WHAT IS BEING ASKED>
Give the number of lines in the records below that contain the word "roads". State only that number.

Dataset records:

============================================================

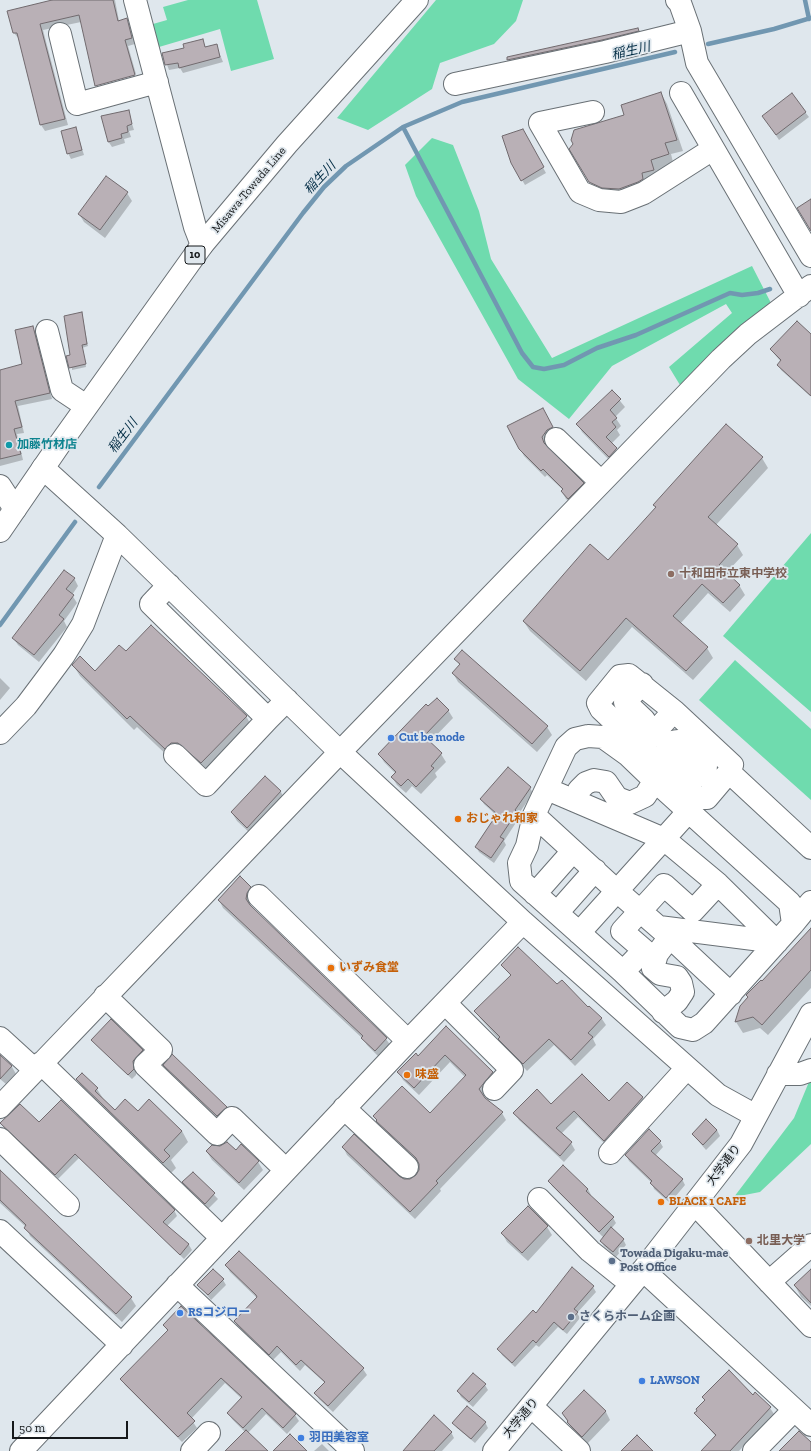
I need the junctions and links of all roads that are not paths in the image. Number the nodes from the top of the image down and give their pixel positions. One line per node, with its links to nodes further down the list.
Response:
1 (135, 0): 6 (street)
2 (417, 0): 11 (street, Misawa-Towada Line / 10)
3 (683, 1): 4 (street)
4 (690, 31): 7 (street); 12 (street)
5 (60, 34): 6 (street)
6 (156, 82): 11 (street)
7 (455, 84)
8 (681, 93): 10 (street)
9 (593, 112): 10 (street)
10 (713, 149): 13 (street)
11 (202, 245): 15 (street, Misawa-Towada Line / 10)
12 (811, 256)
13 (805, 291): 18 (street)
14 (47, 331): 15 (street)
15 (86, 406): 17 (street, Misawa-Towada Line / 10)
16 (556, 439): 18 (street)
17 (43, 468): 20 (street, Misawa-Towada Line / 10); 22 (street)
18 (601, 482): 30 (street)
19 (0, 486): 20 (street)
20 (15, 508): 21 (street, Misawa-Towada Line / 10)
21 (0, 531)
22 (117, 535): 23 (street); 27 (street)
23 (169, 585): 24 (street); 26 (street)
24 (286, 700): 26 (street); 30 (street)
25 (674, 711): 28 (street); 29 (street); 32 (street)
26 (268, 719): 31 (street)
27 (0, 733)
28 (663, 737): 29 (street); 32 (street)
29 (635, 741): 32 (street)
30 (340, 752): 50 (street); 57 (street)
31 (175, 755)
32 (717, 777): 39 (street)
33 (652, 779): 34 (street); 35 (street); 36 (street)
34 (547, 789): 35 (street); 37 (street)
35 (576, 801): 38 (street)
36 (688, 812): 38 (street); 51 (street)
37 (534, 815): 40 (street); 45 (street)
38 (664, 839): 43 (street); 44 (street)
39 (811, 848)
40 (572, 850): 41 (street); 42 (street)
41 (595, 870): 42 (street); 44 (street)
42 (561, 879): 45 (street); 49 (street)
43 (718, 884): 48 (street); 54 (street)
44 (617, 891): 48 (street); 53 (street)
45 (535, 894): 49 (street)
46 (259, 896): 62 (street)
47 (811, 902): 51 (street)
48 (640, 912): 52 (street); 55 (street)
49 (557, 913): 53 (street)
50 (523, 922): 58 (street); 64 (street)
51 (793, 924): 54 (street)
52 (664, 932): 54 (street); 56 (street); 59 (street)
53 (579, 933): 55 (street)
54 (777, 942): 56 (street)
55 (623, 972): 59 (street)
56 (731, 994): 59 (street)
57 (106, 996): 63 (street); 74 (street)
58 (445, 1003): 62 (street); 67 (street)
59 (663, 1012)
60 (811, 1014): 66 (street, 大学通り)
61 (0, 1038): 63 (street)
62 (408, 1041): 69 (street)
63 (38, 1066): 68 (street); 79 (street)
64 (687, 1068): 70 (street); 72 (street)
65 (811, 1070): 66 (street)
66 (778, 1074): 70 (street, 大学通り)
67 (494, 1089)
68 (0, 1107)
69 (344, 1108): 73 (street); 74 (street)
70 (756, 1116): 76 (street, 大学通り)
71 (0, 1139): 77 (street)
72 (610, 1153)
73 (407, 1167)
74 (286, 1170): 79 (street)
75 (539, 1199): 81 (street)
76 (695, 1204): 81 (street, 大学通り); 82 (street)
77 (68, 1205)
78 (0, 1231): 85 (street)
79 (222, 1238): 83 (street)
80 (811, 1244): 82 (street)
81 (637, 1277): 86 (street, 大学通り); 87 (street)
82 (769, 1282): 84 (street)
83 (178, 1285): 85 (street); 92 (street)
84 (811, 1326)
85 (122, 1345): 90 (street)
86 (531, 1406): 93 (street, 大学通り); 94 (street)
87 (794, 1410): 88 (street); 95 (street)
88 (811, 1425)
89 (209, 1433): 91 (street)
90 (21, 1451)
91 (192, 1451)
92 (353, 1451)
93 (494, 1451)
94 (580, 1451)
95 (754, 1451)

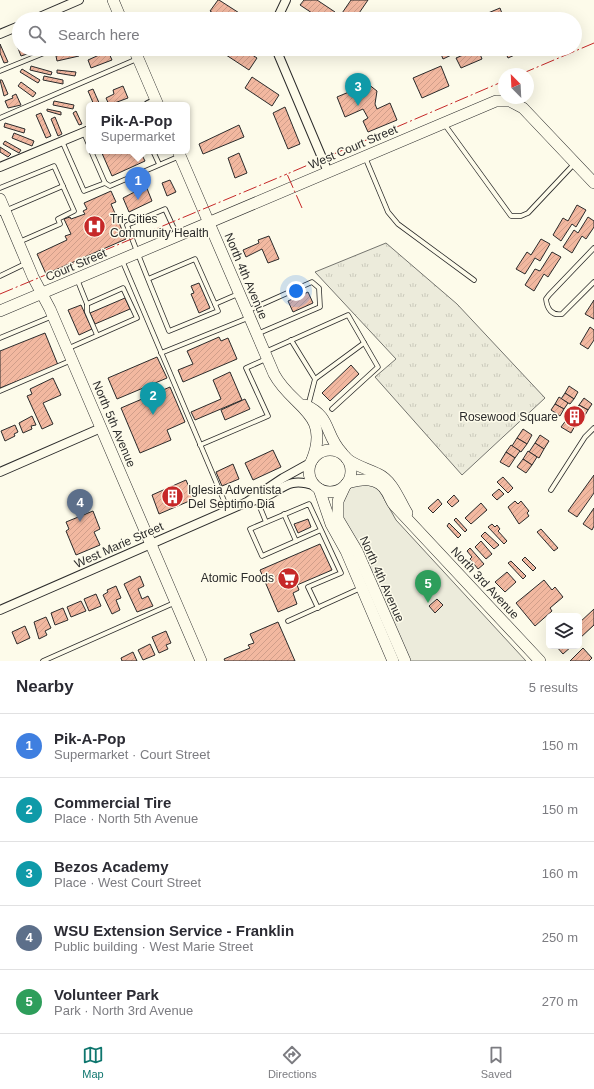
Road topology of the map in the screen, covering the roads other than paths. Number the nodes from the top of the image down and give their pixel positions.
1 (79, 0) edge
2 (113, 0) edge
3 (286, 0) edge
4 (51, 12) edge
5 (118, 12) edge
6 (280, 12) edge
7 (12, 29) edge
8 (0, 34) edge
9 (37, 56) edge
10 (132, 56) edge
11 (137, 56) edge
12 (277, 56) edge
13 (0, 71) edge
14 (153, 102) edge
15 (0, 118) edge
16 (443, 123) junction
17 (86, 131) edge
18 (62, 141) junction
19 (92, 154) edge
20 (155, 154) edge
21 (177, 154) edge
22 (179, 154) edge
23 (364, 156) junction
24 (576, 163) junction
25 (160, 164) junction
26 (0, 168) edge
27 (328, 172) junction
28 (105, 183) junction
29 (594, 183) edge
30 (63, 186) junction
31 (0, 188) edge
32 (0, 199) edge
33 (3, 212) edge
34 (208, 222) junction
35 (177, 236) junction
36 (18, 242) junction
37 (594, 248) edge
38 (137, 253) junction
39 (122, 260) junction
40 (27, 263) junction
41 (0, 276) edge
42 (77, 279) junction
43 (148, 279) junction
44 (474, 280) dead end
45 (594, 282) edge
46 (42, 293) junction
47 (239, 294) junction
48 (87, 304) junction
49 (215, 304) junction
50 (0, 310) edge
51 (248, 314) junction
52 (53, 316) junction
53 (257, 334) junction
54 (97, 335) junction
55 (0, 338) edge
56 (291, 340) junction
57 (364, 343) junction
58 (67, 348) junction
59 (161, 353) junction
60 (266, 355) junction
61 (72, 360) junction
62 (315, 379) junction
63 (0, 391) edge
64 (304, 405) junction
65 (332, 409) dead end
66 (101, 428) junction
67 (594, 428) edge
68 (200, 445) junction
69 (345, 457) junction
70 (311, 461) junction
71 (0, 472) edge
72 (346, 484) junction
73 (317, 488) junction
74 (551, 490) dead end
75 (257, 500) junction
76 (247, 502) junction
77 (228, 510) junction
78 (284, 514) junction
79 (266, 522) junction
80 (412, 523) junction
81 (321, 530) junction
82 (296, 541) junction
83 (151, 544) junction
84 (366, 586) junction
85 (176, 602) junction
86 (318, 608) junction
87 (0, 610) edge
88 (288, 621) dead end
89 (43, 661) edge
90 (201, 661) edge
91 (393, 661) edge
92 (405, 661) edge
93 (540, 661) edge

1 - 4 street
2 - 5 street
3 - 6 street
7 - 8 street
9 - 13 lane
10 - 15 lane
11 - 14 street
12 - 27 street
16 - 23 street, West Court Street
16 - 24 street, West Court Street
16 - 24 lane
17 - 18 street
18 - 26 street
18 - 28 lane
19 - 28 lane
20 - 25 lane
21 - 25 lane
22 - 34 street, North 4th Avenue
23 - 27 street, West Court Street
23 - 44 lane
24 - 29 street
25 - 28 lane
27 - 34 street, West Court Street
30 - 31 lane
30 - 33 lane
30 - 36 lane
32 - 33 street, North 5th Avenue
33 - 36 street, North 5th Avenue
34 - 35 street, Court Street
34 - 47 street, North 4th Avenue
35 - 38 street, Court Street
35 - 38 lane
36 - 40 street, North 5th Avenue
37 - 45 lane
38 - 39 street, Court Street
38 - 43 lane
39 - 42 street, Court Street
39 - 59 lane
40 - 41 lane
40 - 46 street, North 5th Avenue
42 - 46 street, Court Street
42 - 48 lane
43 - 49 lane
43 - 49 lane
46 - 50 street
46 - 52 street, North 5th Avenue
47 - 49 lane
47 - 51 street, North 4th Avenue
48 - 54 lane
48 - 54 lane
51 - 53 street, North 4th Avenue
51 - 53 lane
51 - 59 lane
52 - 55 lane
52 - 58 street, North 5th Avenue
53 - 60 street, North 4th Avenue
54 - 58 lane
56 - 57 lane
56 - 60 lane
56 - 62 lane
57 - 62 lane
57 - 65 lane
58 - 61 street, North 5th Avenue
59 - 68 lane
60 - 64 street, North 4th Avenue
60 - 68 lane
61 - 63 lane
61 - 66 street, North 5th Avenue
62 - 64 lane
64 - 69 street, North 4th Avenue
64 - 70 street, North 4th Avenue
66 - 71 street
66 - 83 street, North 5th Avenue
67 - 74 lane
68 - 77 lane
69 - 70 street
69 - 72 street
69 - 80 street, North 3rd Avenue
70 - 73 street
70 - 76 street, West Marie Street
72 - 73 street
72 - 80 street, North 3rd Avenue
72 - 84 street, North 4th Avenue
73 - 75 street, West Marie Street
73 - 84 street, North 4th Avenue
75 - 76 street, West Marie Street
75 - 79 lane
76 - 77 street, West Marie Street
77 - 83 street, West Marie Street
78 - 79 lane
78 - 81 lane
78 - 82 lane
79 - 82 lane
80 - 93 street, North 3rd Avenue
81 - 82 lane
81 - 86 lane
83 - 85 street, North 5th Avenue
83 - 87 street, West Marie Street
84 - 86 lane
84 - 91 street, North 4th Avenue
84 - 92 street, North 4th Avenue
85 - 89 lane
85 - 90 street, North 5th Avenue
86 - 88 lane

============================================================

SOLUTION>
2